A City Council bill creating a Neighborhood Improvement District for just one single parcel--the W Hotel at 15th and Chestnut--passed Council unanimously last Thursday, reports Ryan Briggs.
The ordinance creates a “Headquarter Hotel neighborhood improvement district” covering a single parcel – the future site of W and Element hotel projects. The NID would allow banks financing the project to place a lien against the development, which one estimate placed at $280 million, if benefits from a separate $33 million tax incentive deal underpinning the development fail to materialize.
As we explained previously, this bill is essentially a clever new way to underwrite Philadelphia's high construction costs, rather than address any of the underlying cost drivers that impact all developers, small and large.
Philadelphia hasn't historically used Tax-Increment Financing as a development subsidy to the same extent that some other cities do (Chicago, most notably) so it will be interesting to see if this bill spurs any copycat deals.
The other bill we've been tracking, which would have established a Business Improvement District in the Italian Market, is currently dead, but Councilman Mark Squilla and BID organizers are hashing out a plan to save the effort, according to a report from Cassie Hepler at the Free Press.
They're cutting out some of the blocks where BID opponents own property in order to get in under the 33% opposition threshold that sunk the first attempt.
Councilman Mark Squilla would like the bid to happen and is resubmitting a new plan,” said Association Manager Michele Gambino. “The new plan will be different from the other plan as it is taking objections into consideration where we believe the bid will pass.”
Gambino hinted that geographic concerns is one of the key issues.
“Just for example, let’s say if 10 percent out of 100, or 25 of those people came from A Street, we would reform the plan and take it out of the plan.
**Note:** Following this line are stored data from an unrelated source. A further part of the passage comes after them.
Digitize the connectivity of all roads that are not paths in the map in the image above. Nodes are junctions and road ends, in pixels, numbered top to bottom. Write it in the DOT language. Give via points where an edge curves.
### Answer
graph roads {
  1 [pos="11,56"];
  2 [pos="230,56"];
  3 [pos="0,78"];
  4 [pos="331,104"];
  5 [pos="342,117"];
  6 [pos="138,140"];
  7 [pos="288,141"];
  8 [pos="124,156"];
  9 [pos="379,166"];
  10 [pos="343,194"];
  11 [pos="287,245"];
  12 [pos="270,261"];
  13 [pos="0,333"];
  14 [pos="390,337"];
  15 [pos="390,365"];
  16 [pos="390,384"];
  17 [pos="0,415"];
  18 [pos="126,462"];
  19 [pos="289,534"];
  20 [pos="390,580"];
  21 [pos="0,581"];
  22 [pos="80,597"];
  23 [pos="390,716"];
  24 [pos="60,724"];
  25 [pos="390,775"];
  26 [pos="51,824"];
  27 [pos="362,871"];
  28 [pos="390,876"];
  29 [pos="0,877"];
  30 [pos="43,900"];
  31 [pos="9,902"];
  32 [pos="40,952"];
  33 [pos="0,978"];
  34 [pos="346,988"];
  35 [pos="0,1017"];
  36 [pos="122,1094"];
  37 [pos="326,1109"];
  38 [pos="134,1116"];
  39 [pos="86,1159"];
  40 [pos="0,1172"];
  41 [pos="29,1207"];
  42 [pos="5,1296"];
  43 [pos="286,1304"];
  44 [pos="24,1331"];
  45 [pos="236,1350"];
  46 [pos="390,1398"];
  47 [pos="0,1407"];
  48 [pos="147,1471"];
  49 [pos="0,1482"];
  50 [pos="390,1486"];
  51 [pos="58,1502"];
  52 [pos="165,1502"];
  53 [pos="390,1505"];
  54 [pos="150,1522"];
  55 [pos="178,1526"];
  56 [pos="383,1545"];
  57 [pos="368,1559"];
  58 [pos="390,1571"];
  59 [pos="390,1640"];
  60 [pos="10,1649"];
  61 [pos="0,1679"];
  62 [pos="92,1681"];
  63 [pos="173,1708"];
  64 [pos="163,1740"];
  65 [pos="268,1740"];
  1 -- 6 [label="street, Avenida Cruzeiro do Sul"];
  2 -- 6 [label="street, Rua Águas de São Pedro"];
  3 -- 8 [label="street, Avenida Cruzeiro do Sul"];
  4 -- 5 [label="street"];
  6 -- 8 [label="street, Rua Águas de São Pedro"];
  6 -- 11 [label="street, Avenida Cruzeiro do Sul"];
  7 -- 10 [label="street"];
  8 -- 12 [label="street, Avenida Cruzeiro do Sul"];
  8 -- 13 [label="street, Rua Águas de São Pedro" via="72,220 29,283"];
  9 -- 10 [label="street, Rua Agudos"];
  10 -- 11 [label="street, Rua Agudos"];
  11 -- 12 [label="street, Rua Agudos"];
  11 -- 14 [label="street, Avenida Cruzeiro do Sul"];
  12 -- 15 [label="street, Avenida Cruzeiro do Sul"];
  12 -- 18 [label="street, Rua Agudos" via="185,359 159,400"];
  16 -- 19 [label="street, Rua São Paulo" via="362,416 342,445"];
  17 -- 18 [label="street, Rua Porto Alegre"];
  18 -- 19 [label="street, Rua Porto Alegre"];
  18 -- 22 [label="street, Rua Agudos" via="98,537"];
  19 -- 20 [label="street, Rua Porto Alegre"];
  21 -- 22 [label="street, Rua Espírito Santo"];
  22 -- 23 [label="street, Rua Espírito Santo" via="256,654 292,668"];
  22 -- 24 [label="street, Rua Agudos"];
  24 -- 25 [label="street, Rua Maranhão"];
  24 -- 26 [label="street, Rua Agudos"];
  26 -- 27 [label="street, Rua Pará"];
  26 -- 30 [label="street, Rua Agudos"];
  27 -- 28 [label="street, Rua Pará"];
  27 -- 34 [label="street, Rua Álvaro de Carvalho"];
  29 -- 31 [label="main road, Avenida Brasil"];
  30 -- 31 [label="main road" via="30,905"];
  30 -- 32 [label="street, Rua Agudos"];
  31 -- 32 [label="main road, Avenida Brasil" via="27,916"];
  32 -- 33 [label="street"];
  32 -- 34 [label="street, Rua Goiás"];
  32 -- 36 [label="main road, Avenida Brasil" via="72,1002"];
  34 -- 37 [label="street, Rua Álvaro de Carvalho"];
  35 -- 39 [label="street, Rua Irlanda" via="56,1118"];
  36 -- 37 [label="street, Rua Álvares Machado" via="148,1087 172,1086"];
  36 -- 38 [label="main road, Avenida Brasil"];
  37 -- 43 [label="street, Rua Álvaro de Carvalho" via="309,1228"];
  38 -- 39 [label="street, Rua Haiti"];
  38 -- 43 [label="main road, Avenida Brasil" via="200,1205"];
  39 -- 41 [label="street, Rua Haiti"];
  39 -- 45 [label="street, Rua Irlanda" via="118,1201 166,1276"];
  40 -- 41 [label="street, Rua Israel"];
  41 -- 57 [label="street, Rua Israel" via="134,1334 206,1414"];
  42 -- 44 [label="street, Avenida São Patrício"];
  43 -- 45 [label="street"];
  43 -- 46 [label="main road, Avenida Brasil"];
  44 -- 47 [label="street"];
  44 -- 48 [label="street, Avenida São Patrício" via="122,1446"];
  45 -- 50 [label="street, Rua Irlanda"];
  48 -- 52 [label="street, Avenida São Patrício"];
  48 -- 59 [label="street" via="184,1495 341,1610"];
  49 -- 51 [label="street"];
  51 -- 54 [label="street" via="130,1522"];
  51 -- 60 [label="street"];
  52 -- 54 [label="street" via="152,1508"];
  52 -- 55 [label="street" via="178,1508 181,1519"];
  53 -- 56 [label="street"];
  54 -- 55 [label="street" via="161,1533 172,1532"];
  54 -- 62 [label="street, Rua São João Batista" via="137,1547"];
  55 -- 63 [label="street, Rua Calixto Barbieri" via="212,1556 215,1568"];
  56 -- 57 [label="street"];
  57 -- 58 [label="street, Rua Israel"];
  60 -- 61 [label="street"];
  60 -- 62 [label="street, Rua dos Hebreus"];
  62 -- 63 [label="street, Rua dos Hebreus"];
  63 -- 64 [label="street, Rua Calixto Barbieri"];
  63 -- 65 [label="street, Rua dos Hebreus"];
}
With those objections, we can look at them from a numbers game and more geographically and disregard those blocks and lose that part of the plan and objections. You can only have roughly 33 percent objections and a lot of objections were geographic in nature. The people in this block found it was not helpful to them. We want to talk to everybody and ask them what is the true reason for objecting,” said Gambino.
This is a smart strategy, but hopefully it won't hurt the revenue projections too much. The 9th Street BID was already set to raise toward the lower end of what other city BIDs raise, so while cutting out the opposition fixes a short-term political problem, it also risks creating a longer-term political problem where the BID's capacity is so low that local business owners don't see what they're paying for and stop supporting it.